A Xirlink/IBM USB camera (this link points to it at buy.com, other vendors may have it for less)

A copy of the kernel source code, either the latest beta 2.4.0-testxx or 2.2.17

A copy of the USB backport (for 2.2.17)

A copy of the most recent update to the USB backport (for 2.2.17)

A recent copy of the xawtv distribution

Getting a clean copy of the kernel source: Start over with a clean slate.

OK, the first thing we need to do is get a nice, clean copy of the linux kernel source. For most distributions, the source is stored in the directory /usr/src/linux/. Usually "linux" is just a symbolic link to a directory with a name like "linux-2.x.xx". ( the "x"'s mean whatever minor revision number and patch level the kernel is, as in 2.2.17) Delete this symlink with the command "rm -f /usr/src/linux". (You may have to be root to do this) Now, assuming your copy of the kernel source is in /usr/src/, use the following commands to un-tar.gz it and make a symlink named "linux" to it.

cd /usr/src/
tar -xzvf linux-2.x.xx.tar.gz
(copious amounts of filenames will scroll past, this may take a while depending on your system)
mv linux linux-2.x.xx
ln -s linux-2.x.xx linux

Now you have a clean copy of your kernel in /usr/src/linux-2.whatever.whatever, with a symlink to it at /usr/src/linux.

Patching: How to mess up your clean copy of the kernel source.

At this point, you need to apply any patches you need or want. Users who will be compiling 2.2.17 will need to apply the USB backport patch. Users of 2.4.x can just skip ahead to the section labeled "Configuring."

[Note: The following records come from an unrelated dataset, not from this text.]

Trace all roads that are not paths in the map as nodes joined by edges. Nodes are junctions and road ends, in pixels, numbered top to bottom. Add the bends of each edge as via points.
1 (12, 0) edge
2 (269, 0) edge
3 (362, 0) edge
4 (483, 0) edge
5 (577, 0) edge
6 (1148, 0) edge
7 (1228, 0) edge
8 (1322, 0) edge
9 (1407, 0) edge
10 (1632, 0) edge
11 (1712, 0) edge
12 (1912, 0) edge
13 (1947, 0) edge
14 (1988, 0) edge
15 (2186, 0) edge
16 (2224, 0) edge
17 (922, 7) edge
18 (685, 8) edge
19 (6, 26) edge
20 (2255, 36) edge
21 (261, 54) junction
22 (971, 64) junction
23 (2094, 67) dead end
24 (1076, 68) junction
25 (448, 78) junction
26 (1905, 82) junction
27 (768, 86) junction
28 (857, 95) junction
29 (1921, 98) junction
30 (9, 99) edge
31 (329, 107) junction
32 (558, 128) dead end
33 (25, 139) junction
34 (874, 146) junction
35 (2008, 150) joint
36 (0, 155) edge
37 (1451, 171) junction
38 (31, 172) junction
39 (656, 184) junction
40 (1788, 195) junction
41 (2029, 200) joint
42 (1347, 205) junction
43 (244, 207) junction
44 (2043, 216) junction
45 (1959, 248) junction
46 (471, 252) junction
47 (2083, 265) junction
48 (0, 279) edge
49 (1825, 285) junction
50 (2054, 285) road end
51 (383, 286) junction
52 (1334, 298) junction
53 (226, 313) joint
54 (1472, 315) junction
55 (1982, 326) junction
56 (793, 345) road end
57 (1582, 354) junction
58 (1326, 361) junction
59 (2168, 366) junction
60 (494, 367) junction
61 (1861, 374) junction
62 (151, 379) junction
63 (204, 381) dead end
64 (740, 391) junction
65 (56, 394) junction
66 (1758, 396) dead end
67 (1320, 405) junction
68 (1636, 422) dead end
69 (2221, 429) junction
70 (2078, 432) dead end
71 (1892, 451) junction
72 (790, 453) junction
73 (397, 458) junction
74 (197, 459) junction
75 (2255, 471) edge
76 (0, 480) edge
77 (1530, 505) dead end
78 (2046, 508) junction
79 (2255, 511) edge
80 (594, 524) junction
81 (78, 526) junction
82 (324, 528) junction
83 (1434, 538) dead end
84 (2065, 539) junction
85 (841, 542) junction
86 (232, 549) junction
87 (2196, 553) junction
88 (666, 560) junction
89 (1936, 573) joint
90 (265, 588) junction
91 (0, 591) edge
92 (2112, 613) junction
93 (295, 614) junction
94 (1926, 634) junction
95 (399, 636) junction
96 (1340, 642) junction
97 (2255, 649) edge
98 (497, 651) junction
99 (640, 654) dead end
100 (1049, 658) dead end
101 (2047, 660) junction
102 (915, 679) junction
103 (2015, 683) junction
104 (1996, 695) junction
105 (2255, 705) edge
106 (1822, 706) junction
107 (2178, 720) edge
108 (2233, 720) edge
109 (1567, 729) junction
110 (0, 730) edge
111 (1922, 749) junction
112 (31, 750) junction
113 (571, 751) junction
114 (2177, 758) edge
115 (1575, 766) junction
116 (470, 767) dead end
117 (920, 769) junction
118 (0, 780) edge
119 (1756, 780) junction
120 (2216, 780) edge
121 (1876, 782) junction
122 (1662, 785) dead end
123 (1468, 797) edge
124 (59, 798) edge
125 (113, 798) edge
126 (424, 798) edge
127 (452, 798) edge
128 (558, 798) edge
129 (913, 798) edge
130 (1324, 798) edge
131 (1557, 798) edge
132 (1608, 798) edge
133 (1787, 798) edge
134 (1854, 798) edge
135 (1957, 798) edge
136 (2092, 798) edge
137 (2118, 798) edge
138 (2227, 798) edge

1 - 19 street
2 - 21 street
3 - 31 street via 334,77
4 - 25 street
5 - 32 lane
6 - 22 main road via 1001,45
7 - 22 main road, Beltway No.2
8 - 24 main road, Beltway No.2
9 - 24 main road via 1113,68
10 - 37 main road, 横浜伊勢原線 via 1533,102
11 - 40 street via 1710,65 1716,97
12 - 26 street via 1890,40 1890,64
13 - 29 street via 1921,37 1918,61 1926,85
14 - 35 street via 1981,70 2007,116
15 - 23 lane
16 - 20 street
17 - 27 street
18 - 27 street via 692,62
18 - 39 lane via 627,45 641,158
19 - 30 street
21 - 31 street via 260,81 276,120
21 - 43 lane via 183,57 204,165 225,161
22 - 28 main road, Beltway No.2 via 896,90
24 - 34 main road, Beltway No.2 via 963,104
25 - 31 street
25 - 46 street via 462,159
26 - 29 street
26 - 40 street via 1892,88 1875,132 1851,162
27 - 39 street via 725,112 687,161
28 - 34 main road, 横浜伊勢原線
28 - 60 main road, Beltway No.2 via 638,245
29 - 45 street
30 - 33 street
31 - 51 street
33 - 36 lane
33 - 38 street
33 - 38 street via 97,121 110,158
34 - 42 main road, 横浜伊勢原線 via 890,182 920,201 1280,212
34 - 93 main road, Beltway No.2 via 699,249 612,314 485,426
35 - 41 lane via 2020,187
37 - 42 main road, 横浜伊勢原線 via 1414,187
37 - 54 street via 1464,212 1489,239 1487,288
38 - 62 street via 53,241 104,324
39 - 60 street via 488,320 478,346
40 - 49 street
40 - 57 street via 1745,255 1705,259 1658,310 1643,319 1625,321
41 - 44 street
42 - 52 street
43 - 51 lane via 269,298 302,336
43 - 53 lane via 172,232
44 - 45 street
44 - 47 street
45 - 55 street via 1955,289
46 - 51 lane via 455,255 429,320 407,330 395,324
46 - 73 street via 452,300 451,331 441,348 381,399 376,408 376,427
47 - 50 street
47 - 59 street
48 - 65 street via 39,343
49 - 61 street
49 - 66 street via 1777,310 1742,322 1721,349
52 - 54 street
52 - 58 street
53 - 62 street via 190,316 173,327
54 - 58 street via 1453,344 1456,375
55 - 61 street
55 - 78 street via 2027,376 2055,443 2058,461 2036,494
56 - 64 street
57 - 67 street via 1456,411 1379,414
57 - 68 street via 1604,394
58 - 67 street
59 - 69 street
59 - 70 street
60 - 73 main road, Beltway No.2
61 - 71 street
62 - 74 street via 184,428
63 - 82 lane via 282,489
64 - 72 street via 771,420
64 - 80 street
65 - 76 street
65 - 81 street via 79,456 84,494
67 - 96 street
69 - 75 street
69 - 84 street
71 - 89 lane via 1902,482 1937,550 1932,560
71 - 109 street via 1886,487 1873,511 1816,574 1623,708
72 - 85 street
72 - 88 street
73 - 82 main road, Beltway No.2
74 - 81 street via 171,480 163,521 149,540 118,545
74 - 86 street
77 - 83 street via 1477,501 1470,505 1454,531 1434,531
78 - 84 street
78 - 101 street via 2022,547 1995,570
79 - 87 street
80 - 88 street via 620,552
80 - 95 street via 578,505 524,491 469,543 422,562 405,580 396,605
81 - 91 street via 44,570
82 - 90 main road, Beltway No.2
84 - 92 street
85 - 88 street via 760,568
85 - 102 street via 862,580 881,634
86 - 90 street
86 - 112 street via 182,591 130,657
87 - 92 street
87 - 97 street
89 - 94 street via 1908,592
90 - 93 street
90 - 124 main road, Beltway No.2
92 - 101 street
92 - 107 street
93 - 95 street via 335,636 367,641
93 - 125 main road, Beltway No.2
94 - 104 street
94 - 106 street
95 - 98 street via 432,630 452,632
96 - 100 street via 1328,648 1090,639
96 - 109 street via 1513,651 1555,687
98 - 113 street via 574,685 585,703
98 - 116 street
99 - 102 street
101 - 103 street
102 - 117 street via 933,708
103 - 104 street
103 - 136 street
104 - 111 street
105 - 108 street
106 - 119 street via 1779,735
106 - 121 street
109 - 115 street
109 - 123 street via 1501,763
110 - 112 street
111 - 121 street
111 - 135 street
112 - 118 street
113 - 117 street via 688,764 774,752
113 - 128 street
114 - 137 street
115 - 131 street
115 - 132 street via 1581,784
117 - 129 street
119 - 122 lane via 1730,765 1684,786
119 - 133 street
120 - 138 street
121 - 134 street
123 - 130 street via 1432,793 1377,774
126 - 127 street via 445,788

It is a good rule of thumb to apply patches in the order, from what you must have to what you'd kinda like to have. (This comes into play later!)

To apply the backport patch on 2.2.17, copy the USB backport patch to /usr/src, and execute the following commands:

cd /usr/src/linux
patch --dry-run -p 1 -i /usr/src/usb-2.4.0-test2-pre2-for-2.2.16-v3.diff

A list of patched files will scroll by. If you see it whine about "failed hunks", something is wrong.
If that command completes successfully, do it again, without the --dry-run option.

patch -p 1 -i /usr/src/usb-2.4.0-test2-pre2-for-2.2.16-v3.diff

Apply the update in the same manner, just change the file name to the name of the update.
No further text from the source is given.